Who has to pay the tax?
As owner, usufructuary (“usufruitier”), or trustee of a French property, you have to acquit this tax every year.
You will pay the “tax foncière” on your house or flat (including parking allotment) that you own in France, whether you occupy the property or not (e.g.: if you are a property investor and you rent out the property, you still have to pay the tax).
The tax is due for the whole year according to the situation on the 1st of January. Therefore, if you own the property on the 1st of January and you sell the property within the year, you are still liable to pay 100% of the tax for the full year. However, it is possible to insert a clause in the selling deed (“acte de vente”) so that the buyer will refund you the tax pro-rata. But you are ultimately responsible for paying the full tax to the tax authorities, as you were the owner at the 1st of January. If you made improvement to your property, it will be taken into account the following year.
How is the tax calculated?
The tax is calculated by multiplying the rental value (after a 50% rebate) by the rates of 3 local authorities: the city or village where the property is located (“commune”), the group of “commune”, the “département”. The rental value was set up in the 1970ies and is often disconnected to the “market” rental value. However, it is revalued every year and uniformly throughout the country, in 2013 by 1.8%. The government has recently launched a review of the rental value due to be completed in 2016. On the above mentioned calculated tax, the French state charges a 3% management fee (but 8% on “group” of communes), for managing and collecting the tax on behalf of the local authorities*.

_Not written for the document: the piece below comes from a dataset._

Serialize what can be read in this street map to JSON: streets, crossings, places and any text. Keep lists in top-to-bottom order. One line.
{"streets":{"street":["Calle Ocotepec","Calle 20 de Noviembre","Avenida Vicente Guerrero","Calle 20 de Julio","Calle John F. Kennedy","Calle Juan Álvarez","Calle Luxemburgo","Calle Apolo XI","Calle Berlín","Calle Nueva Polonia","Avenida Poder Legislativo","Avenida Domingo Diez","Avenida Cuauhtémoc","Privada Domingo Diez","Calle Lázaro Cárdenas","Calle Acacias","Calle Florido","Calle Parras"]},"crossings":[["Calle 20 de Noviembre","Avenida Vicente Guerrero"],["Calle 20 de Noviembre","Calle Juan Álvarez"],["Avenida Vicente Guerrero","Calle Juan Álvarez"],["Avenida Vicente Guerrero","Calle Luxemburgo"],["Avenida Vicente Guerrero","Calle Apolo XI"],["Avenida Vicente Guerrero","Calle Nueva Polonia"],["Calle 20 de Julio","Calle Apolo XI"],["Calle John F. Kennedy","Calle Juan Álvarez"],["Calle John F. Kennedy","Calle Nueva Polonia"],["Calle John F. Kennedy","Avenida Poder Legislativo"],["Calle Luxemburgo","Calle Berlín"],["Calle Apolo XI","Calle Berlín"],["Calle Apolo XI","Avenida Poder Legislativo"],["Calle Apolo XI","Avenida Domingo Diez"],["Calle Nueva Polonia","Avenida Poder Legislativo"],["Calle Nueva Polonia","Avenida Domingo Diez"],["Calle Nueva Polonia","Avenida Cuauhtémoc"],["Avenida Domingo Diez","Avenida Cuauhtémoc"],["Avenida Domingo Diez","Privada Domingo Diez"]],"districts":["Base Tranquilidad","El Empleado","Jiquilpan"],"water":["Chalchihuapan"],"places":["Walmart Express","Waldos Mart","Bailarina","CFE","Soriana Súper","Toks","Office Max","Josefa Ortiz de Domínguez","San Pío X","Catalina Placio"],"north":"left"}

Another tax is usually collected at the same time as the “”taxe foncière”: the TEOM (“taxe d’enlèvement des ordures menagères”). The tax is used to finance the collection and recycling of household waste. The calculation is simply the same as for the “taxe foncière”, however there is only one tax rate (either the “commune” or the group of “communes”) and the French state management fee is 8%.
Tax exemption and reduction:
Please read our post: “taxe foncière: exemption for new homes and high energy performance”
We may write another post regarding exemption and rebate based on revenue (for people paying their income tax in France) and age.
How can you pay? What is the deadline?:
The final deadline to pay the tax is Tuesday the 15th of October 2013, or Sunday the 20th if you pay online.
You may pay your tax by:
- check (if the tax is less than Euros 30 000)
- banking transfer (when less than Euros 30 000)
- cash (if the tax is less than Euros 3 000)
- Interbank Payment Order ( « TIP » or “Titre Interbancaire de Paiement” in French)
- automatic transfer at due date. You need to register online before the 15th of October. Transfer will be made automatically 10 days later.
- online payment: it is possible to pay online before the 20th October midnight (French hour). However for the first online payment on the tax website (impots.gouv.fr) you need to do the following so do not wait the last day:
- Indicate your tax reference which appears on the “taxe foncière” statement
- Specify the details of your bank account to be debited
- Send to the bank the authorization for online payment, which is available on the tax website
- payment with your smartphone: by using the soft application on “impots.gouv.fr”. The tax statement has to include a “flash code” on the lower left angle. A flash of the printed code with your smartphone should allow you to settle the tax.
If you pay after the deadline, the tax authorities may charge an additional 10% penalty
What happens if you think the tax calculation is wrong:
If you think the tax statement is wrong, you have several ways to make claim, however you still have to pay the required amount on your tax statement before the deadline. You can make a claim before the 31st of December of the following year (e.g. for the 2013 tax due to be paid in October 2013, you can make a claim before the 31st of December 2014).
How can you make a claim in 3 different ways:
- You may send a letter with acknowledgement of receipt to the “centre des impôts fanciers” (you need to attach a copy of your tax statement) or pay a visit to the tax center (the address is on the tax statement).
- You can make an appeal to the ombudsman for the French ministry of economy and budget (“médiateur des ministères de l’Economie et du Budget” in French) ,by mail at BP 60153, 14010 Caen Cedex 1, par fax au (00 33)02 31 45 72 20 or online www.economie.gouv.fr/mediateur. We advise to send a letter with acknowledgement of receipt
- IF following step 1/, the tax authorities do not agree with your claim, you can go to court (to the “tribunal administratif”) within 2 months following the receipt of the letter from the tax authorities. It is possible to go to court and make an appeal to the ombudsman at the same time, however the 2 months time lag to go to court once you received the taxman letter is independent to the appeal to the ombudsman. If the tax authorities have not replied to your complain (step 1/) you need to wait 6 months before going to court.
Going through the ombudsman is probably the best of the last two solutions, involving less stress and also less expenses as to go to court it is strongly advised to get the support of a lawyer.
* The “taxe foncière sur les propriétés non bâties” (TFPNB) (tax on land) abides to the same principles as the TFPB, except that the rebate on rental value for the tax calculation is 20% instead of 50%. However there are also specific exemption cases.